---------- RECORDED DATA ----------

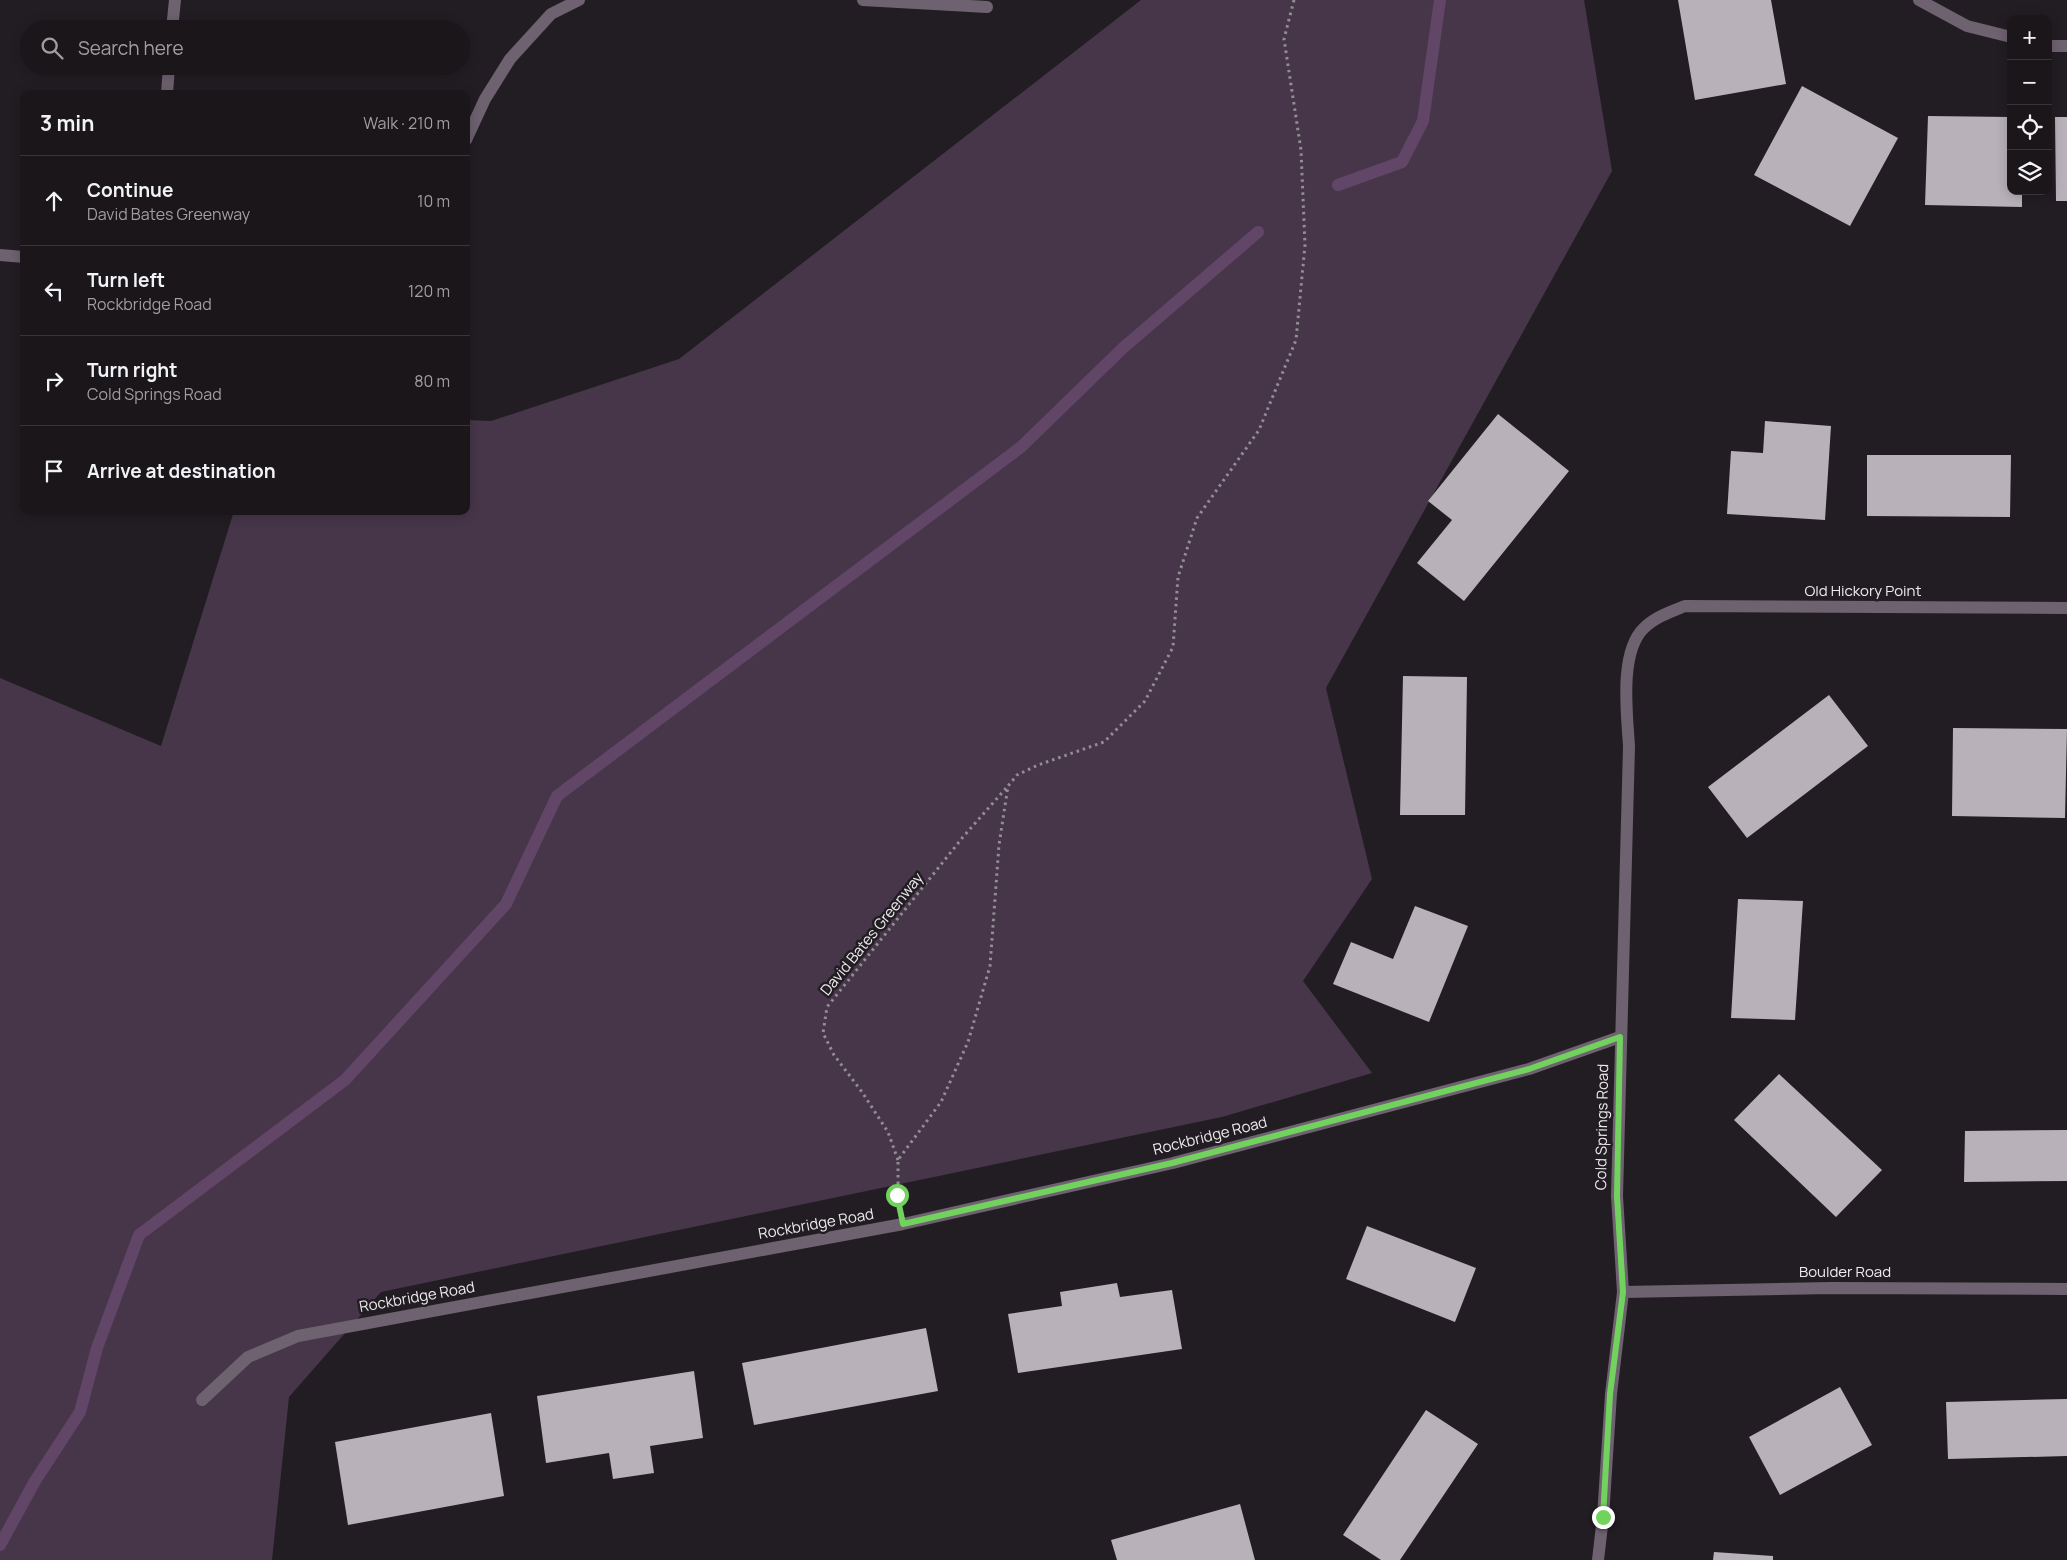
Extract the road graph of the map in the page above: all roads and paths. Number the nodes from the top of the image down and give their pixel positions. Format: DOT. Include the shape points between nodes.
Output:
graph roads {
  1 [pos="175,0"];
  2 [pos="579,0"];
  3 [pos="863,0"];
  4 [pos="1294,0"];
  5 [pos="1919,0"];
  6 [pos="988,7"];
  7 [pos="173,20"];
  8 [pos="2007,36"];
  9 [pos="2052,46"];
  10 [pos="2067,46"];
  11 [pos="169,75"];
  12 [pos="167,90"];
  13 [pos="470,131"];
  14 [pos="0,255"];
  15 [pos="20,257"];
  16 [pos="2067,608"];
  17 [pos="1661,616"];
  18 [pos="1008,786"];
  19 [pos="1620,1037"];
  20 [pos="898,1160"];
  21 [pos="903,1224"];
  22 [pos="2067,1289"];
  23 [pos="1623,1292"];
  24 [pos="202,1400"];
  25 [pos="1598,1560"];
  1 -- 7 [label="street"];
  2 -- 13 [label="street" via="550,14 510,59 485,99"];
  3 -- 6 [label="street"];
  4 -- 18 [label="path, David Bates Greenway" via="1284,40 1301,150 1305,245 1296,340 1259,430 1197,518 1178,577 1173,647 1145,701 1104,742 1038,765 1017,775"];
  5 -- 8 [label="street" via="1967,26"];
  9 -- 10 [label="street"];
  11 -- 12 [label="street"];
  14 -- 15 [label="street"];
  16 -- 17 [label="street, Old Hickory Point" via="1685,606"];
  17 -- 19 [label="street, Cold Springs Road" via="1643,629 1633,645 1629,660"];
  18 -- 20 [label="path" via="999,845 990,966 968,1042 941,1102"];
  18 -- 20 [label="path, David Bates Greenway" via="827,1007 823,1034 888,1132"];
  19 -- 21 [label="street, Rockbridge Road" via="1529,1069 1192,1158"];
  19 -- 23 [label="street, Cold Springs Road" via="1617,1196"];
  20 -- 21 [label="path, David Bates Greenway" via="897,1195"];
  21 -- 24 [label="street, Rockbridge Road" via="298,1336 248,1356"];
  22 -- 23 [label="street, Boulder Road" via="1831,1288"];
  23 -- 25 [label="street, Cold Springs Road" via="1610,1394"];
}
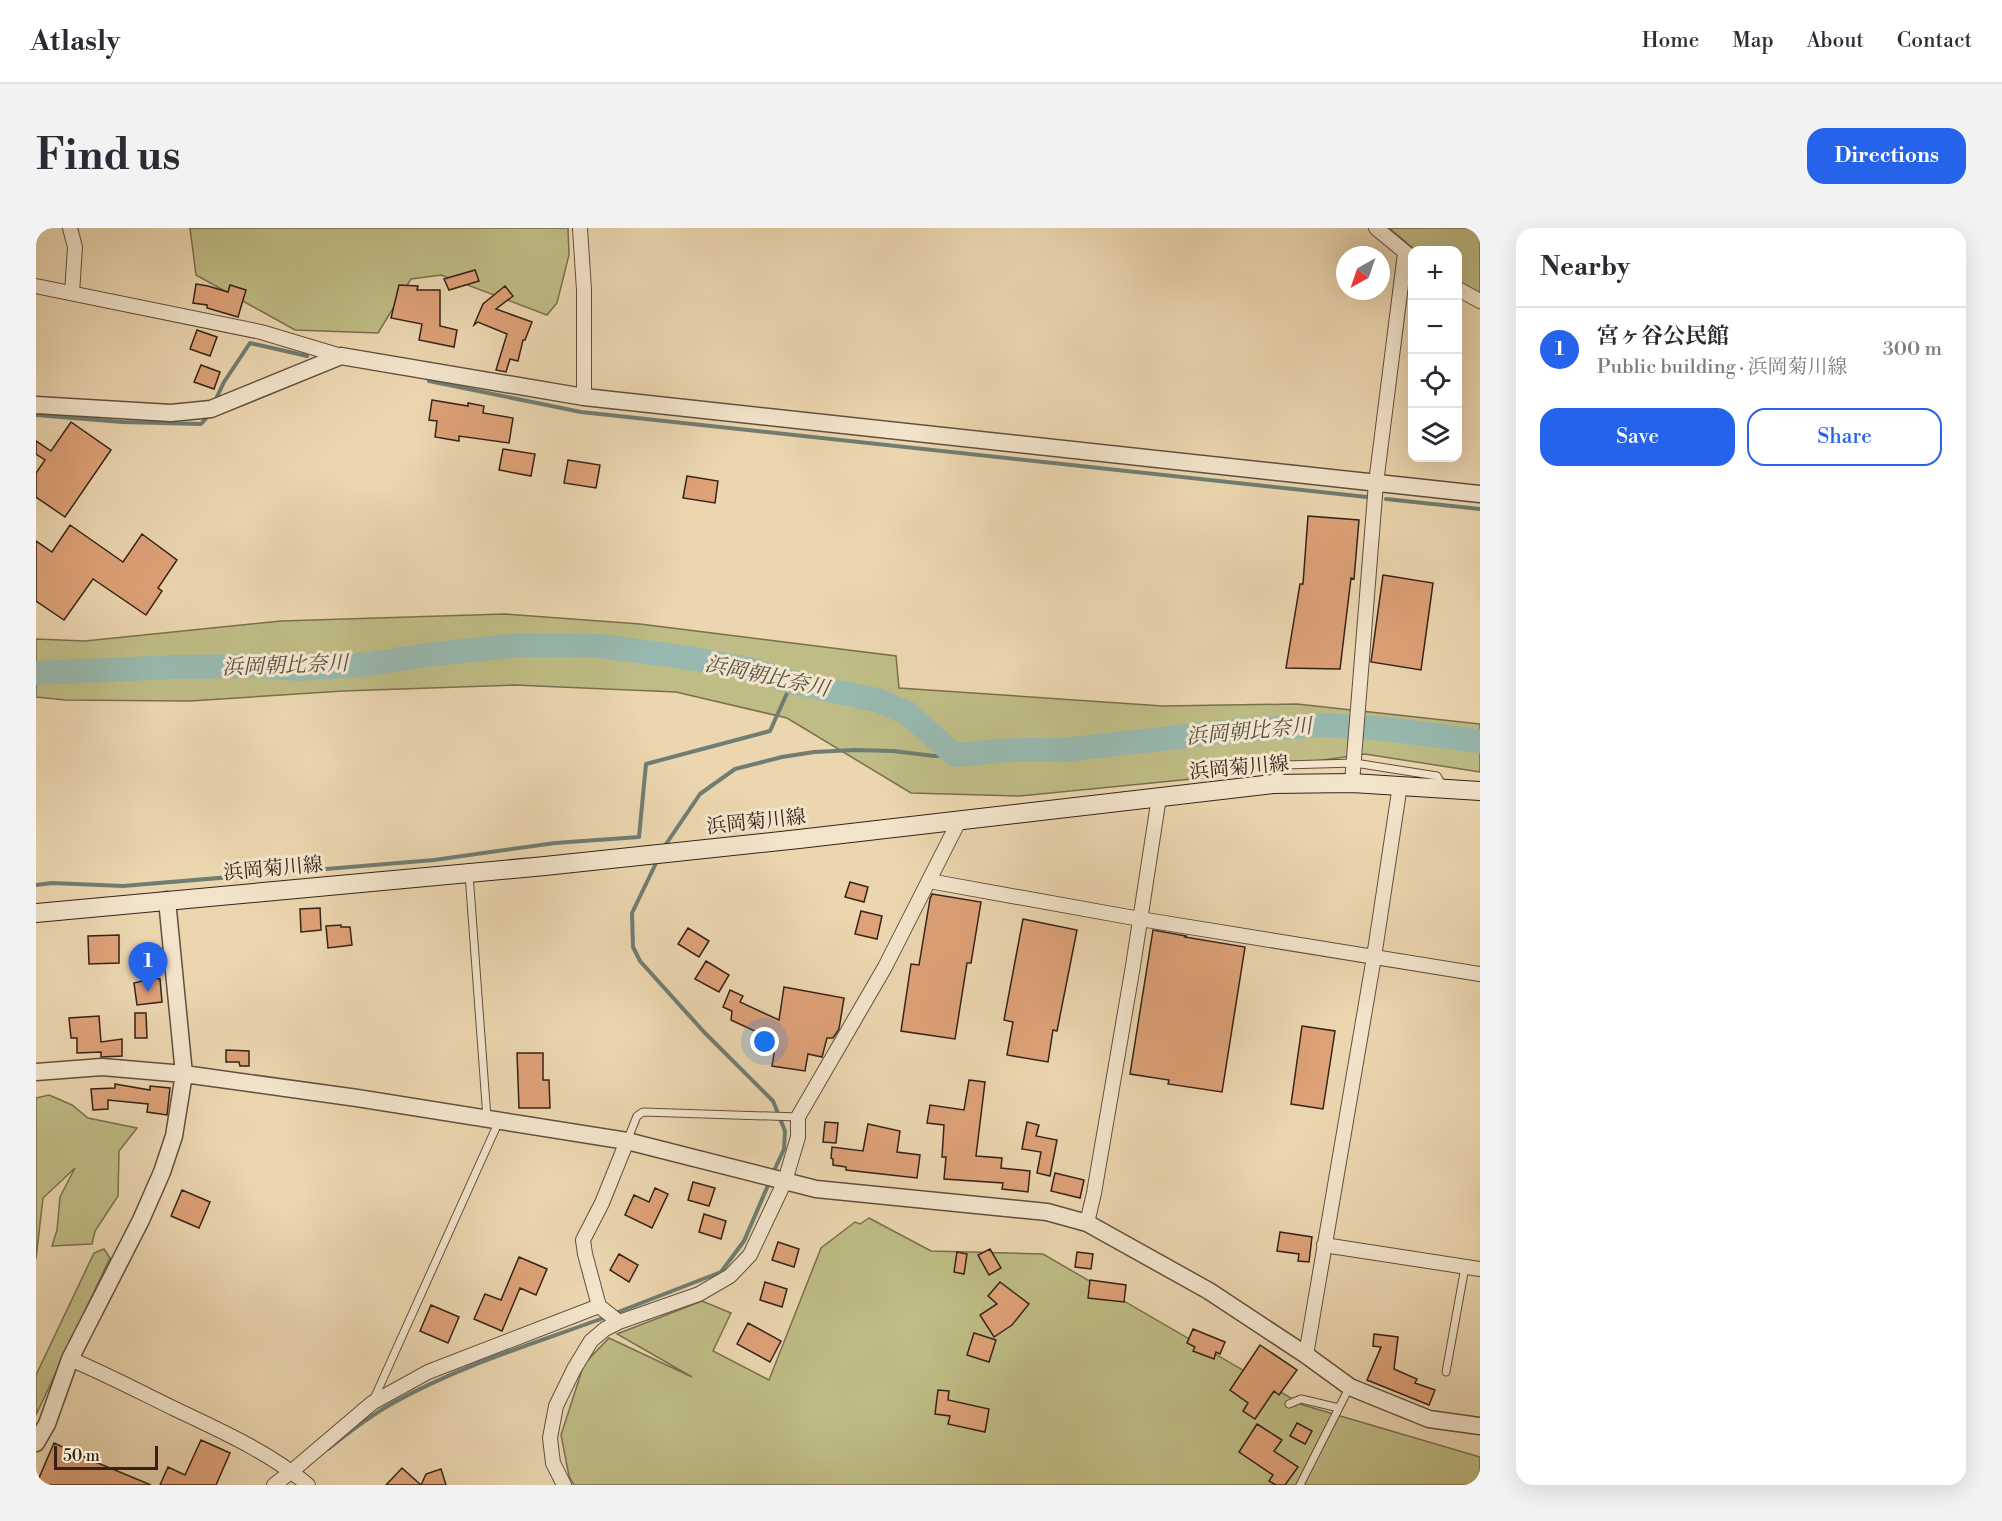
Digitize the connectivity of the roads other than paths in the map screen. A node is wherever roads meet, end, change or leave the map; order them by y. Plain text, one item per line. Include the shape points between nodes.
1 (70, 228) edge
2 (580, 228) edge
3 (1376, 228) edge
4 (1408, 255) edge
5 (1408, 263) edge
6 (36, 286) edge
7 (1462, 291) edge
8 (72, 293) junction
9 (1480, 301) edge
10 (341, 356) junction
11 (584, 397) junction
12 (36, 405) edge
13 (1376, 483) junction
14 (1480, 494) edge
15 (1355, 763) junction
16 (1352, 783) junction
17 (1273, 784) junction
18 (1400, 785) junction
19 (1444, 788) junction
20 (1480, 791) edge
21 (1159, 797) junction
22 (959, 821) junction
23 (469, 873) junction
24 (929, 881) junction
25 (167, 900) junction
26 (36, 913) edge
27 (1140, 919) junction
28 (1374, 957) junction
29 (1480, 974) edge
30 (36, 1072) edge
31 (184, 1074) junction
32 (798, 1116) junction
33 (493, 1121) junction
34 (627, 1141) junction
35 (785, 1181) junction
36 (1087, 1223) junction
37 (1324, 1245) junction
38 (1465, 1267) junction
39 (1480, 1269) edge
40 (599, 1306) junction
41 (618, 1322) junction
42 (1306, 1355) junction
43 (70, 1359) junction
44 (1446, 1372) dead end
45 (1350, 1387) junction
46 (372, 1403) junction
47 (1289, 1404) dead end
48 (1339, 1408) junction
49 (1480, 1426) edge
50 (36, 1443) edge
51 (292, 1471) junction
52 (274, 1485) edge
53 (308, 1485) edge
54 (564, 1485) edge
55 (1300, 1485) edge

1 - 8 street via 75,247
2 - 11 street
3 - 4 street
5 - 13 street
6 - 8 street
7 - 9 street
8 - 10 street via 261,332
10 - 11 street
10 - 12 street via 212,409 171,413
11 - 13 street
13 - 14 street
13 - 15 street
15 - 16 street
15 - 17 lane via 1284,765
15 - 19 lane via 1437,776
16 - 17 main road, 浜岡菊川線
16 - 18 main road, 浜岡菊川線
17 - 21 main road, 浜岡菊川線
18 - 19 main road, 浜岡菊川線
18 - 28 street
19 - 20 main road, 浜岡菊川線
21 - 22 main road, 浜岡菊川線
21 - 27 street
22 - 23 main road, 浜岡菊川線
22 - 24 street
23 - 25 main road, 浜岡菊川線
23 - 33 lane
24 - 27 street
24 - 32 street via 885,967
25 - 26 main road, 浜岡菊川線
25 - 31 street
27 - 28 street
27 - 36 street
28 - 29 street
28 - 37 street
30 - 31 street via 102,1067
31 - 33 street
31 - 43 street via 174,1136 162,1172
32 - 34 lane via 643,1112 637,1116
32 - 35 street via 798,1137
33 - 34 street
33 - 46 lane
34 - 35 street
34 - 40 street via 583,1240
35 - 36 street via 816,1189 1047,1212
35 - 41 street via 750,1255 730,1276 699,1294
36 - 42 street via 1209,1291
37 - 38 street
37 - 42 street
38 - 39 street
38 - 44 lane
40 - 41 street
40 - 46 street via 428,1371
41 - 54 street via 591,1341 556,1406 550,1438 553,1462
42 - 45 street
43 - 50 street via 47,1424
43 - 51 street via 233,1437
45 - 48 lane
45 - 49 street via 1429,1419
46 - 51 street
47 - 48 lane via 1301,1399
48 - 55 lane
51 - 52 street
51 - 53 street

----------

EXERCISE DETAILS: Out of the lines in the listing, count the ones with the word "graph", then give only the number.

RESPONSE BELOW: 2